▶ _WHAT TO DO_: Print all of the data below exactly as it appears, leaving out every image.

- Opening Delimiter -

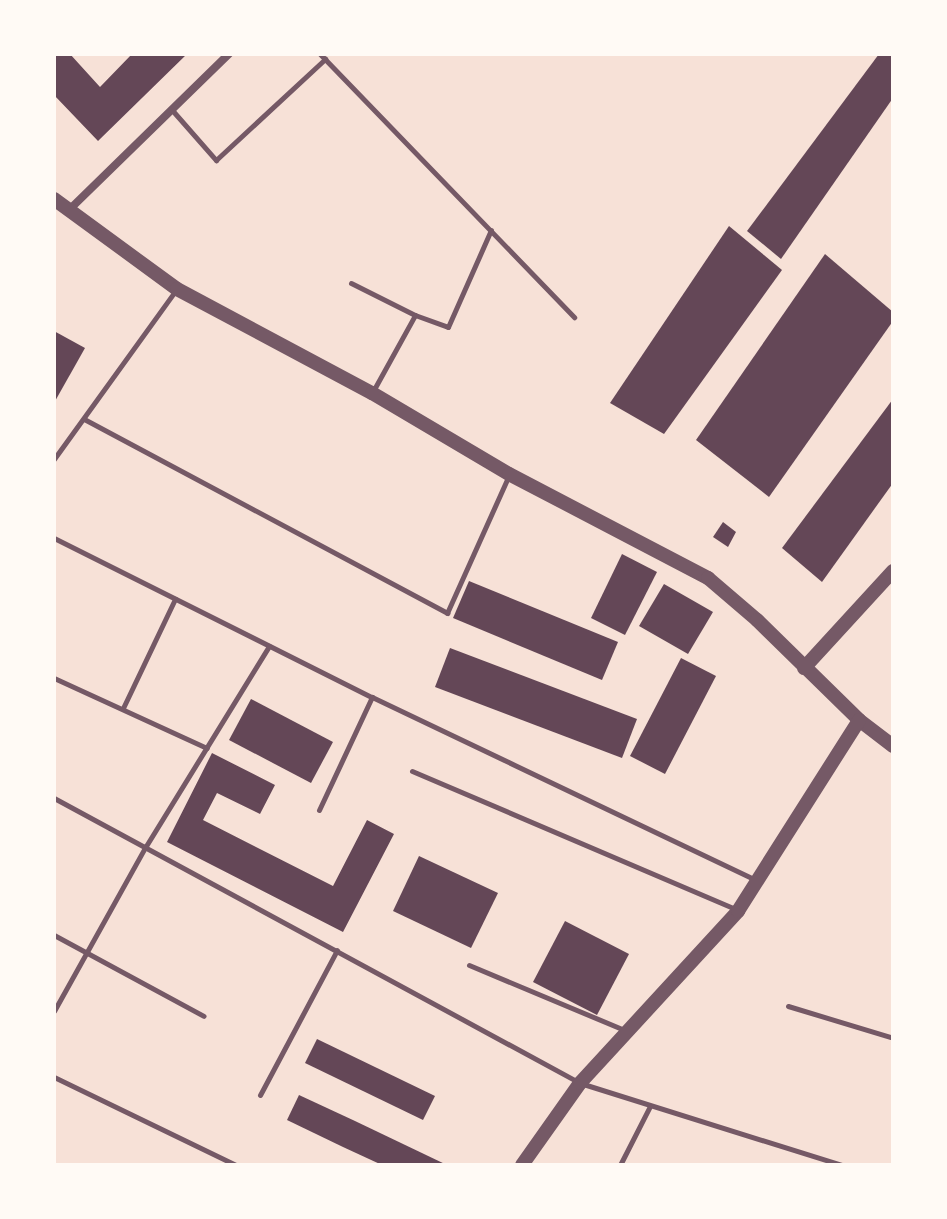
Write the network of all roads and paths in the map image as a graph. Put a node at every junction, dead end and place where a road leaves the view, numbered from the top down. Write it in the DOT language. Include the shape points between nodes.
graph roads {
  1 [pos="229,54"];
  2 [pos="322,56"];
  3 [pos="172,110"];
  4 [pos="54,199"];
  5 [pos="70,209"];
  6 [pos="491,230"];
  7 [pos="351,283"];
  8 [pos="177,289"];
  9 [pos="415,315"];
  10 [pos="574,317"];
  11 [pos="372,393"];
  12 [pos="84,419"];
  13 [pos="54,459"];
  14 [pos="509,474"];
  15 [pos="54,538"];
  16 [pos="893,571"];
  17 [pos="175,599"];
  18 [pos="269,646"];
  19 [pos="804,668"];
  20 [pos="54,678"];
  21 [pos="372,697"];
  22 [pos="123,708"];
  23 [pos="859,720"];
  24 [pos="893,746"];
  25 [pos="207,748"];
  26 [pos="412,771"];
  27 [pos="54,798"];
  28 [pos="319,810"];
  29 [pos="146,846"];
  30 [pos="760,881"];
  31 [pos="738,911"];
  32 [pos="54,935"];
  33 [pos="337,950"];
  34 [pos="87,951"];
  35 [pos="469,965"];
  36 [pos="788,1006"];
  37 [pos="54,1011"];
  38 [pos="204,1016"];
  39 [pos="628,1031"];
  40 [pos="893,1038"];
  41 [pos="54,1077"];
  42 [pos="580,1083"];
  43 [pos="260,1095"];
  44 [pos="650,1106"];
  45 [pos="236,1165"];
  46 [pos="522,1165"];
  47 [pos="620,1165"];
  48 [pos="841,1165"];
  1 -- 3 [label="street"];
  2 -- 3 [label="lane" via="216,160"];
  2 -- 6 [label="lane"];
  3 -- 5 [label="street"];
  4 -- 5 [label="street"];
  5 -- 8 [label="street"];
  6 -- 9 [label="lane" via="448,327"];
  6 -- 10 [label="lane"];
  7 -- 9 [label="lane"];
  8 -- 11 [label="street"];
  8 -- 12 [label="lane"];
  9 -- 11 [label="lane"];
  11 -- 14 [label="street"];
  12 -- 13 [label="lane"];
  12 -- 14 [label="lane" via="447,613"];
  14 -- 19 [label="street" via="708,578"];
  15 -- 17 [label="lane"];
  16 -- 19 [label="street"];
  17 -- 18 [label="lane"];
  17 -- 22 [label="lane"];
  18 -- 21 [label="lane"];
  18 -- 25 [label="lane"];
  19 -- 23 [label="street"];
  20 -- 22 [label="lane"];
  21 -- 28 [label="lane"];
  21 -- 30 [label="lane"];
  22 -- 25 [label="lane"];
  23 -- 24 [label="street"];
  23 -- 30 [label="street"];
  25 -- 29 [label="lane"];
  26 -- 31 [label="lane"];
  27 -- 29 [label="lane"];
  29 -- 33 [label="lane"];
  29 -- 34 [label="lane"];
  30 -- 31 [label="street"];
  31 -- 39 [label="street"];
  32 -- 34 [label="lane"];
  33 -- 42 [label="lane"];
  33 -- 43 [label="lane"];
  34 -- 37 [label="lane"];
  34 -- 38 [label="lane"];
  35 -- 39 [label="lane"];
  36 -- 40 [label="lane"];
  39 -- 42 [label="street"];
  41 -- 45 [label="lane"];
  42 -- 44 [label="lane"];
  42 -- 46 [label="street"];
  44 -- 47 [label="lane"];
  44 -- 48 [label="lane"];
}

- Closing Delimiter -

▶ _YOUR RESPONSE_:
Write the network of all roads and paths in the map image as a graph. Put a node at every junction, dead end and place where a road leaves the view, numbered from the top down. Write it in the DOT language. Include the shape points between nodes.
graph roads {
  1 [pos="229,54"];
  2 [pos="322,56"];
  3 [pos="172,110"];
  4 [pos="54,199"];
  5 [pos="70,209"];
  6 [pos="491,230"];
  7 [pos="351,283"];
  8 [pos="177,289"];
  9 [pos="415,315"];
  10 [pos="574,317"];
  11 [pos="372,393"];
  12 [pos="84,419"];
  13 [pos="54,459"];
  14 [pos="509,474"];
  15 [pos="54,538"];
  16 [pos="893,571"];
  17 [pos="175,599"];
  18 [pos="269,646"];
  19 [pos="804,668"];
  20 [pos="54,678"];
  21 [pos="372,697"];
  22 [pos="123,708"];
  23 [pos="859,720"];
  24 [pos="893,746"];
  25 [pos="207,748"];
  26 [pos="412,771"];
  27 [pos="54,798"];
  28 [pos="319,810"];
  29 [pos="146,846"];
  30 [pos="760,881"];
  31 [pos="738,911"];
  32 [pos="54,935"];
  33 [pos="337,950"];
  34 [pos="87,951"];
  35 [pos="469,965"];
  36 [pos="788,1006"];
  37 [pos="54,1011"];
  38 [pos="204,1016"];
  39 [pos="628,1031"];
  40 [pos="893,1038"];
  41 [pos="54,1077"];
  42 [pos="580,1083"];
  43 [pos="260,1095"];
  44 [pos="650,1106"];
  45 [pos="236,1165"];
  46 [pos="522,1165"];
  47 [pos="620,1165"];
  48 [pos="841,1165"];
  1 -- 3 [label="street"];
  2 -- 3 [label="lane" via="216,160"];
  2 -- 6 [label="lane"];
  3 -- 5 [label="street"];
  4 -- 5 [label="street"];
  5 -- 8 [label="street"];
  6 -- 9 [label="lane" via="448,327"];
  6 -- 10 [label="lane"];
  7 -- 9 [label="lane"];
  8 -- 11 [label="street"];
  8 -- 12 [label="lane"];
  9 -- 11 [label="lane"];
  11 -- 14 [label="street"];
  12 -- 13 [label="lane"];
  12 -- 14 [label="lane" via="447,613"];
  14 -- 19 [label="street" via="708,578"];
  15 -- 17 [label="lane"];
  16 -- 19 [label="street"];
  17 -- 18 [label="lane"];
  17 -- 22 [label="lane"];
  18 -- 21 [label="lane"];
  18 -- 25 [label="lane"];
  19 -- 23 [label="street"];
  20 -- 22 [label="lane"];
  21 -- 28 [label="lane"];
  21 -- 30 [label="lane"];
  22 -- 25 [label="lane"];
  23 -- 24 [label="street"];
  23 -- 30 [label="street"];
  25 -- 29 [label="lane"];
  26 -- 31 [label="lane"];
  27 -- 29 [label="lane"];
  29 -- 33 [label="lane"];
  29 -- 34 [label="lane"];
  30 -- 31 [label="street"];
  31 -- 39 [label="street"];
  32 -- 34 [label="lane"];
  33 -- 42 [label="lane"];
  33 -- 43 [label="lane"];
  34 -- 37 [label="lane"];
  34 -- 38 [label="lane"];
  35 -- 39 [label="lane"];
  36 -- 40 [label="lane"];
  39 -- 42 [label="street"];
  41 -- 45 [label="lane"];
  42 -- 44 [label="lane"];
  42 -- 46 [label="street"];
  44 -- 47 [label="lane"];
  44 -- 48 [label="lane"];
}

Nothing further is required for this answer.